Privés, certes, des galas du Ramadan, des théâtres du Ramadan, des animations du Ramadan, mais, remercions le ciel, les indicateurs virent au vert , le corona faiblit, et de fortes chaleurs, tout de même précoces, annoncent comme un retour à la normale, donc , à nos bons vieux festivals d’été.

Mesurons, d’abord, cette chance. Comparons avec ce qui se passe en ce moment dans les pays du Nord .

Là, on a beau simuler, camoufler, invoquer « des complots », la situation demeure objectivement grave. La veille, encore, en France, on enregistrait près de 300 décès, et plus  de 2.000 aux Etats-Unis. Au quotidien, le nombre est simplement effarant.

Là, de toute évidence, l’idée même de renouer avec les spectacles est exclue. Les prévisions les plus optimistes renvoient à fin juillet. Arts et artistes d’Occident chômeront probablement encore des mois.

Ce que seraient nos festivals d’été, ceux (croisons les doigts) de « la sortie de crise » ?

On sait, déjà, une chose, « dictée par le contexte », avantageuse peut-être : ils seront locaux. Strictement nationaux.

Nous avons déjà évoqué « les avantages possibles». Longtemps nos artistes, nos chanteurs, surtout, se sont plaints des faveurs concédées aux « stars du charq».La voie est libre, cette fois-ci . Sans l’obstacle de la concurrence « abusive », les talents tunisiens pourraient mieux s’exprimer, occuper « la place qui leur revient ».

Le problème est ailleurs, néanmoins. Il se pose au niveau des contenus. Avons-nous la matière qu’il faut?

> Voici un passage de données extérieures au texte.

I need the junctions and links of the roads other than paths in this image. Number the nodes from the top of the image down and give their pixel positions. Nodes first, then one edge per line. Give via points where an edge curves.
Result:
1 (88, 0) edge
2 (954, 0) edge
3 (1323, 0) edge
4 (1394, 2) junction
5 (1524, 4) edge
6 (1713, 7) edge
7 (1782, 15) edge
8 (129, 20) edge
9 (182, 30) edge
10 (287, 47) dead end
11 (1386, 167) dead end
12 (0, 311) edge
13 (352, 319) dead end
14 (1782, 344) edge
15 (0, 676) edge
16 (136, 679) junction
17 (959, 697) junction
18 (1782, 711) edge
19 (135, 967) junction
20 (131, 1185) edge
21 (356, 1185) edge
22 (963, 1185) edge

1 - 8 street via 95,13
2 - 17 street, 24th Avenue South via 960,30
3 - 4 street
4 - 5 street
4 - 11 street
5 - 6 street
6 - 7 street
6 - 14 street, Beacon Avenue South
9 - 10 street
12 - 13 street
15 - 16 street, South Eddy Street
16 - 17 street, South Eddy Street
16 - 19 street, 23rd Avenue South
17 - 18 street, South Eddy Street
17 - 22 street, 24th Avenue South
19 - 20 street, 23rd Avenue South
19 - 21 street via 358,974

Les voix qui suffisent, les chansons et les compositions dignes de mériter des grandes scènes festivalières ? Il n’y a pas de limite d’offre, soit, et la dynamique générale existe, principalement grâce à Internet et depuis l’avènement de la Cité de la Culture. Le hic est ce que donne tout ça. Ce qui en résulte, à tout considérer. Des écoles en devenir ? Des styles spécifiques ? Un mouvement artistique ?

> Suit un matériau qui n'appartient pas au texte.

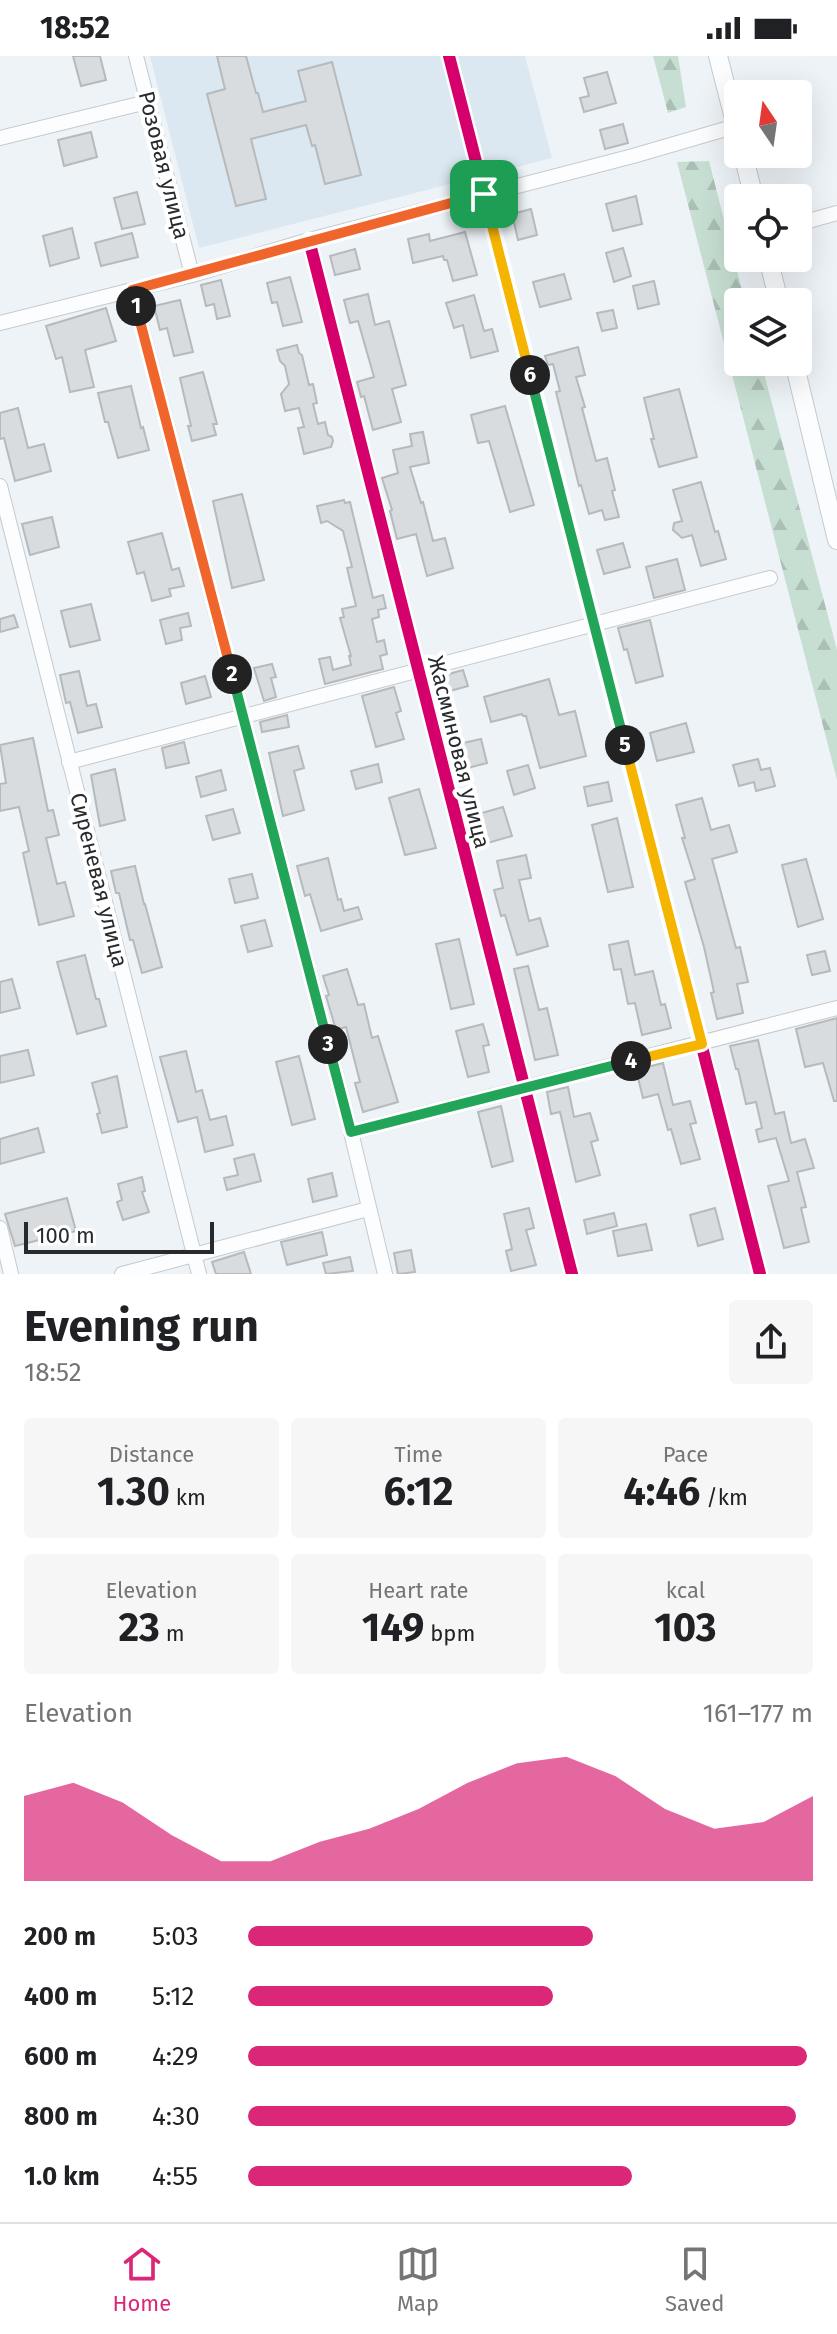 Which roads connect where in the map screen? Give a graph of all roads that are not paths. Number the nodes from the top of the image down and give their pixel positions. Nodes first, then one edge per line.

L’histoire musicale est, généralement, ainsi faite. D’époques distinctes. De continuités. En Tunisie, elle s’est construite, à chaque fois, dans la cohérence, dans « l’institution ». Classification du malouf sous Rachid Bey, essor des musiques de la tariqa (XVIIIe) école d’Erlanger-El Ouafi des années 1920 , expansion de la chanson classique égyptienne début 1930, naissance de La Rachidia en 1935, « Taht essour » années 40 ,musique et chanson de l’après-Indépendance(50-70),nouvelle « renaissance » , années 80 : tout  a toujours eu un commencement, un développement, tout a laissé sa marque, tout a fécondé.

Le mixage, le morcellement, l’absence de référence, de projet, le flou esthétique et historique, nous y sommes relégués depuis. Précisément aujourd’hui. A l’heure où mille genres nous séduisent, mille musiques nous attisent ,mais où nul genre, nulle musique ne parvient encore à nous représenter.